■ **Your task**
Sift the listing for lines that hold the string "الاستانى" and pull them out.

■ **Information shown**
- Opening Delimiter -
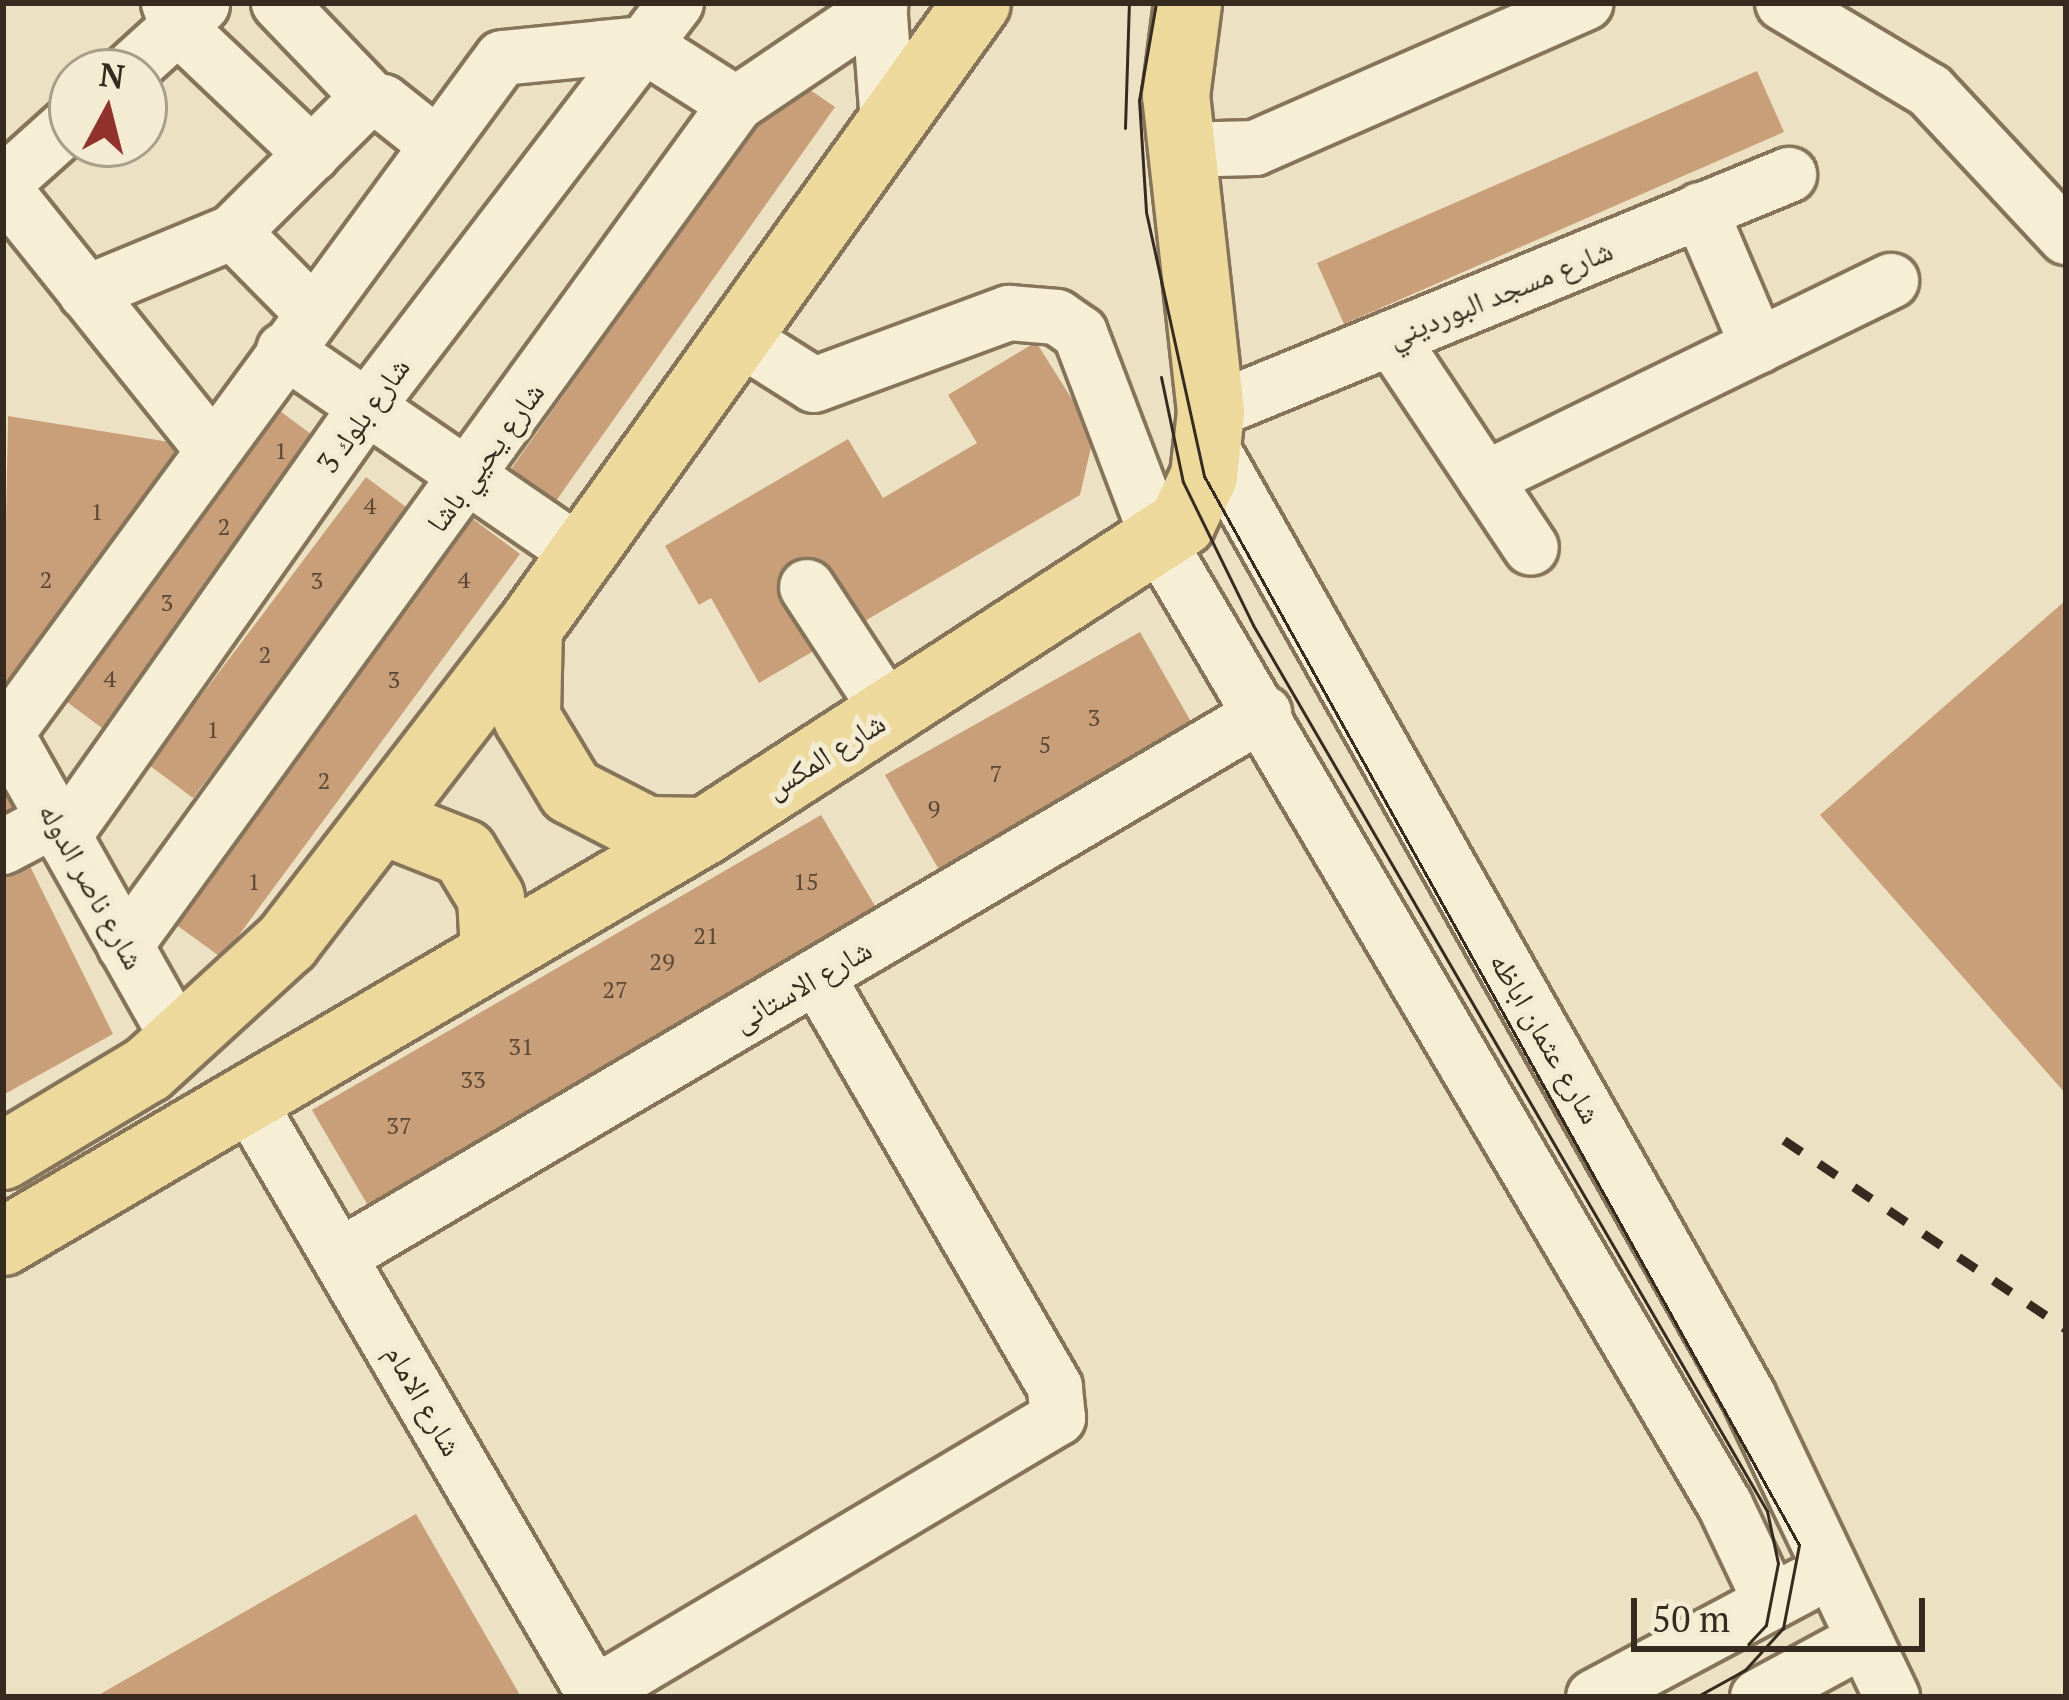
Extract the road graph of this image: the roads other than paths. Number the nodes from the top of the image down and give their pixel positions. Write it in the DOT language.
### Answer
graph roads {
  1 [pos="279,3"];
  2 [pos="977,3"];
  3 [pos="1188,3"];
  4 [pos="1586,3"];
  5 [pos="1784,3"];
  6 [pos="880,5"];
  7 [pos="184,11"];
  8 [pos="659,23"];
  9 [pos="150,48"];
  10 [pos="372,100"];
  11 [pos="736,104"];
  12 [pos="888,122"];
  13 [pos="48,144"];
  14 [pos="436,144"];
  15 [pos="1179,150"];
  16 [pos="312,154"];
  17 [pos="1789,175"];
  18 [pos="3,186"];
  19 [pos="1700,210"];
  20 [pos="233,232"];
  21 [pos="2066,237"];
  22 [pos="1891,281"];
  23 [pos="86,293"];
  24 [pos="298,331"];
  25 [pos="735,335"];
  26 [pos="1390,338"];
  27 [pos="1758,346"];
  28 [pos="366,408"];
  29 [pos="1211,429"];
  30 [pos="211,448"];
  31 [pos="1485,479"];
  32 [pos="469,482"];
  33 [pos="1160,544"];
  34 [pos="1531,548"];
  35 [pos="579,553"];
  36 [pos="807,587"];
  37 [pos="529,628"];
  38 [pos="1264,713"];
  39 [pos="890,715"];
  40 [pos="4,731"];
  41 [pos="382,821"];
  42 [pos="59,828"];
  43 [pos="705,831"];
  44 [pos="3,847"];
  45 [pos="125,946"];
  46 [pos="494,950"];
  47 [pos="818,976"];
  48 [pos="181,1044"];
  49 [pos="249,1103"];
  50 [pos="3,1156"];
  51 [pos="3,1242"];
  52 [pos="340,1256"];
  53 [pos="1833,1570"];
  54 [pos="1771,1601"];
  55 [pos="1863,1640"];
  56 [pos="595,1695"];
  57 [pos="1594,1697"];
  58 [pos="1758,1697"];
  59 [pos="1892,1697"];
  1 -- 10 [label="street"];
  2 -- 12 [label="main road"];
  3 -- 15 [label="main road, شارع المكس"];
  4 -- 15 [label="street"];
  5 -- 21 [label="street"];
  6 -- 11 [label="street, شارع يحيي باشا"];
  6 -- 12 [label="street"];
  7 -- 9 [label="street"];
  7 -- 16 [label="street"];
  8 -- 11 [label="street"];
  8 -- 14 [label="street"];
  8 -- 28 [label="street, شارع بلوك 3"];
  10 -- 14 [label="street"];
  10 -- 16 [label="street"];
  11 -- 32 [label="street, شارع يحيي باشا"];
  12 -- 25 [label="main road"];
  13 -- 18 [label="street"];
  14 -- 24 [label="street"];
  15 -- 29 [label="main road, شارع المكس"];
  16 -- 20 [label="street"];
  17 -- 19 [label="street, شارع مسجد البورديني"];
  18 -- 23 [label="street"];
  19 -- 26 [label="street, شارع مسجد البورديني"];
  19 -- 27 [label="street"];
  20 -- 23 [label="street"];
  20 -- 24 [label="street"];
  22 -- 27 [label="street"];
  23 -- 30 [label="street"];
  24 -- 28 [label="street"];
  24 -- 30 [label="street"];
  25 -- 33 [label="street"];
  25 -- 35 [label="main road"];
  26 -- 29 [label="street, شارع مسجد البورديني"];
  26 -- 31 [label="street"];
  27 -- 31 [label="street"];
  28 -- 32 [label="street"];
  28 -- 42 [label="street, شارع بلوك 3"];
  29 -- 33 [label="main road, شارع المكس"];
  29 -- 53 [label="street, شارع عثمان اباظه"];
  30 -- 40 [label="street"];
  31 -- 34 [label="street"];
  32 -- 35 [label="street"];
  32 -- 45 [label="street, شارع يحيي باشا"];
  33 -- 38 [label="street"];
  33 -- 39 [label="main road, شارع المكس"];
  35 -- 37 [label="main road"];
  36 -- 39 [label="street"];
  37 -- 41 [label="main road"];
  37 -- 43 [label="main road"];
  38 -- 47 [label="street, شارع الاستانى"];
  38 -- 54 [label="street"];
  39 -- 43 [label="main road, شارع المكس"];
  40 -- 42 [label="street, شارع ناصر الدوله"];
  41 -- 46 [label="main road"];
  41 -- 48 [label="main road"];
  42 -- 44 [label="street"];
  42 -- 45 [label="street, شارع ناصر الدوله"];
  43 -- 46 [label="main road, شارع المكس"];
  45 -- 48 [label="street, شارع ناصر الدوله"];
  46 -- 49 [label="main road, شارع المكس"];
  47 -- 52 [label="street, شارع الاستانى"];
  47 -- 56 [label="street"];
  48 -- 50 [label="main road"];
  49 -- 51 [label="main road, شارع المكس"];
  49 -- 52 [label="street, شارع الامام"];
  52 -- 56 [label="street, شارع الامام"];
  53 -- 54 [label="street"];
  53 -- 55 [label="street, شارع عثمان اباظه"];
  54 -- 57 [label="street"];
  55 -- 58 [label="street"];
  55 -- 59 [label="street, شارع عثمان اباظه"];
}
- Closing Delimiter -
■ **The answer**
  38 -- 47 [label="street, شارع الاستانى"];
  47 -- 52 [label="street, شارع الاستانى"];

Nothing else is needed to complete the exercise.